__Problem statement__.
The answer must consist of every line from the entries that holds the word "edges".

****************

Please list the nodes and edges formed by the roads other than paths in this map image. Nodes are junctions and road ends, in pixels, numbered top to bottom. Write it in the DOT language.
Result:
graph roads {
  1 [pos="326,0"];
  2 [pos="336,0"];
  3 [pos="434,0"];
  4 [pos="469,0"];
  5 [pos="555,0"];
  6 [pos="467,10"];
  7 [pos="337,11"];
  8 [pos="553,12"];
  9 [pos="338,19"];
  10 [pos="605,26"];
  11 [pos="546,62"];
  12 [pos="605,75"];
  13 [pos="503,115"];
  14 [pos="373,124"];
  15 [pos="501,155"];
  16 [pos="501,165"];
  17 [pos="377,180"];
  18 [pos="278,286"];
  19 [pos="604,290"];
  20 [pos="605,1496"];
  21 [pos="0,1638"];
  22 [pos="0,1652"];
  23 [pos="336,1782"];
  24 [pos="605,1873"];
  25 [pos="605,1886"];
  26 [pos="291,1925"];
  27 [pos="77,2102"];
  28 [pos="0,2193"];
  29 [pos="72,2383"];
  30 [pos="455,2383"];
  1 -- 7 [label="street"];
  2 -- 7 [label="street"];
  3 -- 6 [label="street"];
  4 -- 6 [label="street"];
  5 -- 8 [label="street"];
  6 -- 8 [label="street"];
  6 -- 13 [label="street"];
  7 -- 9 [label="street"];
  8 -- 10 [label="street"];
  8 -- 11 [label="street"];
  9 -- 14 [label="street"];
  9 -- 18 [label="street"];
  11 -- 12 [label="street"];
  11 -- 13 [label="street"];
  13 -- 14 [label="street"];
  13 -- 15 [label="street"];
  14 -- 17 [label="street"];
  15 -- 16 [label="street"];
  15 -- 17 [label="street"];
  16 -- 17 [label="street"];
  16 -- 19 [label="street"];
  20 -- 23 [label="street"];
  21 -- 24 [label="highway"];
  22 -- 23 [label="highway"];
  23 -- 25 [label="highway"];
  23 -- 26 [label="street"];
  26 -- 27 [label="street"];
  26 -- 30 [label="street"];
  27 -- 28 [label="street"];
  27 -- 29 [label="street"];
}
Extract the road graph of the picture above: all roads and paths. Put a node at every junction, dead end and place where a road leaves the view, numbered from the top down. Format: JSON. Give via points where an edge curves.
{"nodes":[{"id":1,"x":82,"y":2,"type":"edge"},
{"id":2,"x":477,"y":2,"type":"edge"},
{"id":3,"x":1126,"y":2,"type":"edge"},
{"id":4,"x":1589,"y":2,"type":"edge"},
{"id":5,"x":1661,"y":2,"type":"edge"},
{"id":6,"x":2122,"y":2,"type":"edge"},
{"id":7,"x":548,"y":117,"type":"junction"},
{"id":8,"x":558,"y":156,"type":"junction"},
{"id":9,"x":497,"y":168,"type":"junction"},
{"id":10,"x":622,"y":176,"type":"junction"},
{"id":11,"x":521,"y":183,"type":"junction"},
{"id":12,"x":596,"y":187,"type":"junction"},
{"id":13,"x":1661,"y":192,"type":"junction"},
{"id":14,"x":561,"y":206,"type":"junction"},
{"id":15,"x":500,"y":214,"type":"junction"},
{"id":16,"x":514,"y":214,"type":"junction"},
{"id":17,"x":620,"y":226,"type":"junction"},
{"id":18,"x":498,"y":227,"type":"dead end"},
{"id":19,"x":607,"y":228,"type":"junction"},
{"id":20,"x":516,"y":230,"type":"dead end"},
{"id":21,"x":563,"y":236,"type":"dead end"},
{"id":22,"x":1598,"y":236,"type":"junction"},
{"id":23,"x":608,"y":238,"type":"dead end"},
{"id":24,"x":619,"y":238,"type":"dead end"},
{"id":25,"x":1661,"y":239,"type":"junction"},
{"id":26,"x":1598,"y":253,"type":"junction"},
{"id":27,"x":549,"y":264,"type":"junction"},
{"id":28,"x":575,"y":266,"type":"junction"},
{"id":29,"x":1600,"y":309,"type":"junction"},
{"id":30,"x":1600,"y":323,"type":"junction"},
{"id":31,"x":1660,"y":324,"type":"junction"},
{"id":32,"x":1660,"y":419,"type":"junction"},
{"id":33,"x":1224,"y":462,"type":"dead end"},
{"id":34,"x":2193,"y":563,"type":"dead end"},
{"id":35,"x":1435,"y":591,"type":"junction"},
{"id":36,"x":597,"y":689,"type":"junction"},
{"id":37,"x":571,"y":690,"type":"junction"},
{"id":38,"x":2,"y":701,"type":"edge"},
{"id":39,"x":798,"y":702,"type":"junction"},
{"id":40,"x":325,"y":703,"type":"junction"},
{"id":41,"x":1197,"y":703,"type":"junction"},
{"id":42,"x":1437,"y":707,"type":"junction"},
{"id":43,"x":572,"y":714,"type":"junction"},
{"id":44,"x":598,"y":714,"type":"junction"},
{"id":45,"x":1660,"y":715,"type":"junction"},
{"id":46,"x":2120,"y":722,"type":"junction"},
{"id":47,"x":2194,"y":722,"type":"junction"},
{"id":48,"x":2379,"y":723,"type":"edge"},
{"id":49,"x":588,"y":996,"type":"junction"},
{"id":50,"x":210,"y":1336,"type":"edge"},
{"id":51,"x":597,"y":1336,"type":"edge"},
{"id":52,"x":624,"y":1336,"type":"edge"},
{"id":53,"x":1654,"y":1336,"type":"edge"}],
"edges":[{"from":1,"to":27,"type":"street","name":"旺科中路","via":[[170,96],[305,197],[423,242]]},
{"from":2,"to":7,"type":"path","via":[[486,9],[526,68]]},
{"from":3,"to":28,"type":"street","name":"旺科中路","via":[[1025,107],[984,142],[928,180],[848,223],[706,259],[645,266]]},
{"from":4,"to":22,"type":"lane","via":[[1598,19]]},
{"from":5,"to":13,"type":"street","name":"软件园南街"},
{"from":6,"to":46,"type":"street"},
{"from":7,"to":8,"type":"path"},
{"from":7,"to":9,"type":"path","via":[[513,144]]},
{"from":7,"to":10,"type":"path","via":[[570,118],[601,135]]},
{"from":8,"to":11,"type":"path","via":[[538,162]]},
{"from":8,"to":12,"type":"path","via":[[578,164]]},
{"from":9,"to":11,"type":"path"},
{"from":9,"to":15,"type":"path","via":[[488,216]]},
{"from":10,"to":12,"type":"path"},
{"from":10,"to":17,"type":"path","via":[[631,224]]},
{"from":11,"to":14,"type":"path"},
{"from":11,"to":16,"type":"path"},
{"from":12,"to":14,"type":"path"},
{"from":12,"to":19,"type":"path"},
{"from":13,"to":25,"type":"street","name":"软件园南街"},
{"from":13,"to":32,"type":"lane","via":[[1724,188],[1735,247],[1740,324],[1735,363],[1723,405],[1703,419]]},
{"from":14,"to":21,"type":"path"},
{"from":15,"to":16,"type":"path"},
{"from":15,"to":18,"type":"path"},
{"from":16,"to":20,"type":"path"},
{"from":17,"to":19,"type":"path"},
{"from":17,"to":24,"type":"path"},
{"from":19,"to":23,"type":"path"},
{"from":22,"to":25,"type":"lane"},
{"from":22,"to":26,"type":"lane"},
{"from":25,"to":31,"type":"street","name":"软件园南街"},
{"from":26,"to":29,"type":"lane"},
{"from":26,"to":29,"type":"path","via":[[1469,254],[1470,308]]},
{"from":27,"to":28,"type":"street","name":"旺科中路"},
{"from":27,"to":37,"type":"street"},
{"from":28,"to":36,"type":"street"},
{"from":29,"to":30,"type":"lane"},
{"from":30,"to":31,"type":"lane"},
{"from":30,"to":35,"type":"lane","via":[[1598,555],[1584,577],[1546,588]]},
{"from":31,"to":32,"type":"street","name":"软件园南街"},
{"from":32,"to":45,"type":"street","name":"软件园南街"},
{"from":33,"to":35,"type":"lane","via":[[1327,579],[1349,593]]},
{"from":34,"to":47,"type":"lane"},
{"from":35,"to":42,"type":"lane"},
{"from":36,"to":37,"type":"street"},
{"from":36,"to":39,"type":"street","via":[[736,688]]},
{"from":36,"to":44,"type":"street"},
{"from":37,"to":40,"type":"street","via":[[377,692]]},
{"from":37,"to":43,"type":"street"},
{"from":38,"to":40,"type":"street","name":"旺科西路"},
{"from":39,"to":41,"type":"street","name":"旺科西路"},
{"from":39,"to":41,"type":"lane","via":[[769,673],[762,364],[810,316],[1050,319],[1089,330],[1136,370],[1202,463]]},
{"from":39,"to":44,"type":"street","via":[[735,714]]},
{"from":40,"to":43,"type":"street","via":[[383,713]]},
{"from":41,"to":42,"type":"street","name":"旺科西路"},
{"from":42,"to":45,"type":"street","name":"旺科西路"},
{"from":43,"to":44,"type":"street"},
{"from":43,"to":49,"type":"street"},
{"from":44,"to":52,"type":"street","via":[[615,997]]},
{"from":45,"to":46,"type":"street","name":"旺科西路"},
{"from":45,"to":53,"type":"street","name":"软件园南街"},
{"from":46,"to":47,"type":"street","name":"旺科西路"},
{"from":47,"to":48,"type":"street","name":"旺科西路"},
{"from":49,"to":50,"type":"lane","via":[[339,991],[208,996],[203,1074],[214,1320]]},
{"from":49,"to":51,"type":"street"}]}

****************

__Answer for this exercise__.
Please list the nodes and edges formed by the roads other than paths in this map image. Nodes are junctions and road ends, in pixels, numbered top to bottom. Write it in the DOT language.
"edges":[{"from":1,"to":27,"type":"street","name":"旺科中路","via":[[170,96],[305,197],[423,242]]},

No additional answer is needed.